* EXERCISE DESCRIPTION
Your response should consist of every line below, reproduced without alteration.

Collected data entries:
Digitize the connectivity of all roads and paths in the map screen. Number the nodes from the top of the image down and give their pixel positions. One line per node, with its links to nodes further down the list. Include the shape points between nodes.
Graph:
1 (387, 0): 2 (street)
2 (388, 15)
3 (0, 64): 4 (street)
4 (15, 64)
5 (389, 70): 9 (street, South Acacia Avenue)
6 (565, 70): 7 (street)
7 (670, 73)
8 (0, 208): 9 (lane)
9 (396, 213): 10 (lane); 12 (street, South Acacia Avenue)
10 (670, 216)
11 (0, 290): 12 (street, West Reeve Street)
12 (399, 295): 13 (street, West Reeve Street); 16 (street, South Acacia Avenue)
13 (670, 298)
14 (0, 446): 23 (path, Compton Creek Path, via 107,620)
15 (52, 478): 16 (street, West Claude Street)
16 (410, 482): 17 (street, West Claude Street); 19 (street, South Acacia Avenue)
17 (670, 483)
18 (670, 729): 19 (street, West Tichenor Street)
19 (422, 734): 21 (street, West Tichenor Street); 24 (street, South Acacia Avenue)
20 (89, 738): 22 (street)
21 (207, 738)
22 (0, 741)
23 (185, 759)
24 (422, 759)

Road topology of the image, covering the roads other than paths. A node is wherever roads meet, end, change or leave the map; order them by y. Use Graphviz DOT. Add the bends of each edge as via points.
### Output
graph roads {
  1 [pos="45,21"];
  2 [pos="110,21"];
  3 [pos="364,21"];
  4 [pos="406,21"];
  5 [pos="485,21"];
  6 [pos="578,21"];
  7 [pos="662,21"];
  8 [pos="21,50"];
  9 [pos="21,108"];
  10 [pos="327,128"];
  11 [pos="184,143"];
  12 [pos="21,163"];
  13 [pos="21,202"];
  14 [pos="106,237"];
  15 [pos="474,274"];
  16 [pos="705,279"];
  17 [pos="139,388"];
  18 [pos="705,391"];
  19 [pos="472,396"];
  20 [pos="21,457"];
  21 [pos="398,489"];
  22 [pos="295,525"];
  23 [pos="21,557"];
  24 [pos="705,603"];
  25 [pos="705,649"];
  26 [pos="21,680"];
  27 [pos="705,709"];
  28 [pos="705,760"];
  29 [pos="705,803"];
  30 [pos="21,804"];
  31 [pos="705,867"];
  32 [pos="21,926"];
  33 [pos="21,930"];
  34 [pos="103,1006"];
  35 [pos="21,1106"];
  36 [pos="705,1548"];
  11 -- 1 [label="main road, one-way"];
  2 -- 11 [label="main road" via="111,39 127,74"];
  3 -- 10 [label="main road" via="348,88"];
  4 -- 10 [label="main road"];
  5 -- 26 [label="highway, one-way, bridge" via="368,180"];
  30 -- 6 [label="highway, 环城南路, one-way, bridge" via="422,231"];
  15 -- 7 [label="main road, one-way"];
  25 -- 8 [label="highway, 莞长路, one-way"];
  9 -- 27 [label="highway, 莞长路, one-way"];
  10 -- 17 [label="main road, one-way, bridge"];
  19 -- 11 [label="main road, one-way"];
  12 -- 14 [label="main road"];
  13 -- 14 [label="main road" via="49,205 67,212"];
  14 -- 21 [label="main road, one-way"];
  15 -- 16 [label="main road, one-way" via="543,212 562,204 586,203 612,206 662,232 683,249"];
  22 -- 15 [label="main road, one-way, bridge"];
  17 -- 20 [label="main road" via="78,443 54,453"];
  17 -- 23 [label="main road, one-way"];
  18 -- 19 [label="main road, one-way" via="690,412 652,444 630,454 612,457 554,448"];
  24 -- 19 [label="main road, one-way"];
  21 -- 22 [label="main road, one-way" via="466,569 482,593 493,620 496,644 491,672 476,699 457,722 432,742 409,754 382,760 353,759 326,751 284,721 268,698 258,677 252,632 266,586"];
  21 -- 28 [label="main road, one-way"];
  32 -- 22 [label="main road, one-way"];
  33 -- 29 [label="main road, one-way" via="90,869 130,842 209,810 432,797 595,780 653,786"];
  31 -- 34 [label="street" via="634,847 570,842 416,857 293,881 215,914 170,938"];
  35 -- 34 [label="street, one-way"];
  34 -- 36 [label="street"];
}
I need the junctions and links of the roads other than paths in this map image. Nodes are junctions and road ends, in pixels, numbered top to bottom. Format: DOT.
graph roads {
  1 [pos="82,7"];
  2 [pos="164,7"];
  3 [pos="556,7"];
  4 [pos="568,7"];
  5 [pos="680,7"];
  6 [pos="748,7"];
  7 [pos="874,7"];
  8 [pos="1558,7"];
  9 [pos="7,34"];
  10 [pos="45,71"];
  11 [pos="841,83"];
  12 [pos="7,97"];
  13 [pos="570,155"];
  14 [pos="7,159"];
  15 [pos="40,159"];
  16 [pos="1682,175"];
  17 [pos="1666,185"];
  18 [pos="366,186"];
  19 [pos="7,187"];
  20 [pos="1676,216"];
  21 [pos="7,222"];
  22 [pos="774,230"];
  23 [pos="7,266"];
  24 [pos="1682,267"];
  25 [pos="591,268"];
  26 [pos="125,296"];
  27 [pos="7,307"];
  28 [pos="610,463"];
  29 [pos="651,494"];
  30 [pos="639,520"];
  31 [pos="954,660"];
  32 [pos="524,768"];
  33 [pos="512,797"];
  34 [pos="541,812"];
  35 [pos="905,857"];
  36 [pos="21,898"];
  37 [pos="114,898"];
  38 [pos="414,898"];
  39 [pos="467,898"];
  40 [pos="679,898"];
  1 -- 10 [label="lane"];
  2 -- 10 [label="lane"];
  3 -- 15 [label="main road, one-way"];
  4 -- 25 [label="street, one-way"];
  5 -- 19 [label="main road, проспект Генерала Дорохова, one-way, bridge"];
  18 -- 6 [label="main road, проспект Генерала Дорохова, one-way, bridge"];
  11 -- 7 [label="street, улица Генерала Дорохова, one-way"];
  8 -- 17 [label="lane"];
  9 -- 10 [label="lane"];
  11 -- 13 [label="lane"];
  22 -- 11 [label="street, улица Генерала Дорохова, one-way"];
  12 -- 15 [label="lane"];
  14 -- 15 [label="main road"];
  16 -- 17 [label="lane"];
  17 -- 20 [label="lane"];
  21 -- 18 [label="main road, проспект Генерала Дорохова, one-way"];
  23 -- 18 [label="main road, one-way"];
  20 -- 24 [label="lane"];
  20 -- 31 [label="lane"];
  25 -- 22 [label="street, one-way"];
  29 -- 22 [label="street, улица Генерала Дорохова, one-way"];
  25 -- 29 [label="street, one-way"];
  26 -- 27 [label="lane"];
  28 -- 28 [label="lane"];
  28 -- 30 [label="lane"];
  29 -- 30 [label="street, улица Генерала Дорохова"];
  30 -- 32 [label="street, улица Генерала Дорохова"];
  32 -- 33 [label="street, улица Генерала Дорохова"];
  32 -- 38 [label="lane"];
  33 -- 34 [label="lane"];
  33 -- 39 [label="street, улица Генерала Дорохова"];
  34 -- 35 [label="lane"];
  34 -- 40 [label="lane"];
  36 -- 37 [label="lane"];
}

* TASK ANSWER
Digitize the connectivity of all roads and paths in the map screen. Number the nodes from the top of the image down and give their pixel positions. One line per node, with its links to nodes further down the list. Include the shape points between nodes.
Graph:
1 (387, 0): 2 (street)
2 (388, 15)
3 (0, 64): 4 (street)
4 (15, 64)
5 (389, 70): 9 (street, South Acacia Avenue)
6 (565, 70): 7 (street)
7 (670, 73)
8 (0, 208): 9 (lane)
9 (396, 213): 10 (lane); 12 (street, South Acacia Avenue)
10 (670, 216)
11 (0, 290): 12 (street, West Reeve Street)
12 (399, 295): 13 (street, West Reeve Street); 16 (street, South Acacia Avenue)
13 (670, 298)
14 (0, 446): 23 (path, Compton Creek Path, via 107,620)
15 (52, 478): 16 (street, West Claude Street)
16 (410, 482): 17 (street, West Claude Street); 19 (street, South Acacia Avenue)
17 (670, 483)
18 (670, 729): 19 (street, West Tichenor Street)
19 (422, 734): 21 (street, West Tichenor Street); 24 (street, South Acacia Avenue)
20 (89, 738): 22 (street)
21 (207, 738)
22 (0, 741)
23 (185, 759)
24 (422, 759)

Road topology of the image, covering the roads other than paths. A node is wherever roads meet, end, change or leave the map; order them by y. Use Graphviz DOT. Add the bends of each edge as via points.
### Output
graph roads {
  1 [pos="45,21"];
  2 [pos="110,21"];
  3 [pos="364,21"];
  4 [pos="406,21"];
  5 [pos="485,21"];
  6 [pos="578,21"];
  7 [pos="662,21"];
  8 [pos="21,50"];
  9 [pos="21,108"];
  10 [pos="327,128"];
  11 [pos="184,143"];
  12 [pos="21,163"];
  13 [pos="21,202"];
  14 [pos="106,237"];
  15 [pos="474,274"];
  16 [pos="705,279"];
  17 [pos="139,388"];
  18 [pos="705,391"];
  19 [pos="472,396"];
  20 [pos="21,457"];
  21 [pos="398,489"];
  22 [pos="295,525"];
  23 [pos="21,557"];
  24 [pos="705,603"];
  25 [pos="705,649"];
  26 [pos="21,680"];
  27 [pos="705,709"];
  28 [pos="705,760"];
  29 [pos="705,803"];
  30 [pos="21,804"];
  31 [pos="705,867"];
  32 [pos="21,926"];
  33 [pos="21,930"];
  34 [pos="103,1006"];
  35 [pos="21,1106"];
  36 [pos="705,1548"];
  11 -- 1 [label="main road, one-way"];
  2 -- 11 [label="main road" via="111,39 127,74"];
  3 -- 10 [label="main road" via="348,88"];
  4 -- 10 [label="main road"];
  5 -- 26 [label="highway, one-way, bridge" via="368,180"];
  30 -- 6 [label="highway, 环城南路, one-way, bridge" via="422,231"];
  15 -- 7 [label="main road, one-way"];
  25 -- 8 [label="highway, 莞长路, one-way"];
  9 -- 27 [label="highway, 莞长路, one-way"];
  10 -- 17 [label="main road, one-way, bridge"];
  19 -- 11 [label="main road, one-way"];
  12 -- 14 [label="main road"];
  13 -- 14 [label="main road" via="49,205 67,212"];
  14 -- 21 [label="main road, one-way"];
  15 -- 16 [label="main road, one-way" via="543,212 562,204 586,203 612,206 662,232 683,249"];
  22 -- 15 [label="main road, one-way, bridge"];
  17 -- 20 [label="main road" via="78,443 54,453"];
  17 -- 23 [label="main road, one-way"];
  18 -- 19 [label="main road, one-way" via="690,412 652,444 630,454 612,457 554,448"];
  24 -- 19 [label="main road, one-way"];
  21 -- 22 [label="main road, one-way" via="466,569 482,593 493,620 496,644 491,672 476,699 457,722 432,742 409,754 382,760 353,759 326,751 284,721 268,698 258,677 252,632 266,586"];
  21 -- 28 [label="main road, one-way"];
  32 -- 22 [label="main road, one-way"];
  33 -- 29 [label="main road, one-way" via="90,869 130,842 209,810 432,797 595,780 653,786"];
  31 -- 34 [label="street" via="634,847 570,842 416,857 293,881 215,914 170,938"];
  35 -- 34 [label="street, one-way"];
  34 -- 36 [label="street"];
}
I need the junctions and links of the roads other than paths in this map image. Nodes are junctions and road ends, in pixels, numbered top to bottom. Format: DOT.
graph roads {
  1 [pos="82,7"];
  2 [pos="164,7"];
  3 [pos="556,7"];
  4 [pos="568,7"];
  5 [pos="680,7"];
  6 [pos="748,7"];
  7 [pos="874,7"];
  8 [pos="1558,7"];
  9 [pos="7,34"];
  10 [pos="45,71"];
  11 [pos="841,83"];
  12 [pos="7,97"];
  13 [pos="570,155"];
  14 [pos="7,159"];
  15 [pos="40,159"];
  16 [pos="1682,175"];
  17 [pos="1666,185"];
  18 [pos="366,186"];
  19 [pos="7,187"];
  20 [pos="1676,216"];
  21 [pos="7,222"];
  22 [pos="774,230"];
  23 [pos="7,266"];
  24 [pos="1682,267"];
  25 [pos="591,268"];
  26 [pos="125,296"];
  27 [pos="7,307"];
  28 [pos="610,463"];
  29 [pos="651,494"];
  30 [pos="639,520"];
  31 [pos="954,660"];
  32 [pos="524,768"];
  33 [pos="512,797"];
  34 [pos="541,812"];
  35 [pos="905,857"];
  36 [pos="21,898"];
  37 [pos="114,898"];
  38 [pos="414,898"];
  39 [pos="467,898"];
  40 [pos="679,898"];
  1 -- 10 [label="lane"];
  2 -- 10 [label="lane"];
  3 -- 15 [label="main road, one-way"];
  4 -- 25 [label="street, one-way"];
  5 -- 19 [label="main road, проспект Генерала Дорохова, one-way, bridge"];
  18 -- 6 [label="main road, проспект Генерала Дорохова, one-way, bridge"];
  11 -- 7 [label="street, улица Генерала Дорохова, one-way"];
  8 -- 17 [label="lane"];
  9 -- 10 [label="lane"];
  11 -- 13 [label="lane"];
  22 -- 11 [label="street, улица Генерала Дорохова, one-way"];
  12 -- 15 [label="lane"];
  14 -- 15 [label="main road"];
  16 -- 17 [label="lane"];
  17 -- 20 [label="lane"];
  21 -- 18 [label="main road, проспект Генерала Дорохова, one-way"];
  23 -- 18 [label="main road, one-way"];
  20 -- 24 [label="lane"];
  20 -- 31 [label="lane"];
  25 -- 22 [label="street, one-way"];
  29 -- 22 [label="street, улица Генерала Дорохова, one-way"];
  25 -- 29 [label="street, one-way"];
  26 -- 27 [label="lane"];
  28 -- 28 [label="lane"];
  28 -- 30 [label="lane"];
  29 -- 30 [label="street, улица Генерала Дорохова"];
  30 -- 32 [label="street, улица Генерала Дорохова"];
  32 -- 33 [label="street, улица Генерала Дорохова"];
  32 -- 38 [label="lane"];
  33 -- 34 [label="lane"];
  33 -- 39 [label="street, улица Генерала Дорохова"];
  34 -- 35 [label="lane"];
  34 -- 40 [label="lane"];
  36 -- 37 [label="lane"];
}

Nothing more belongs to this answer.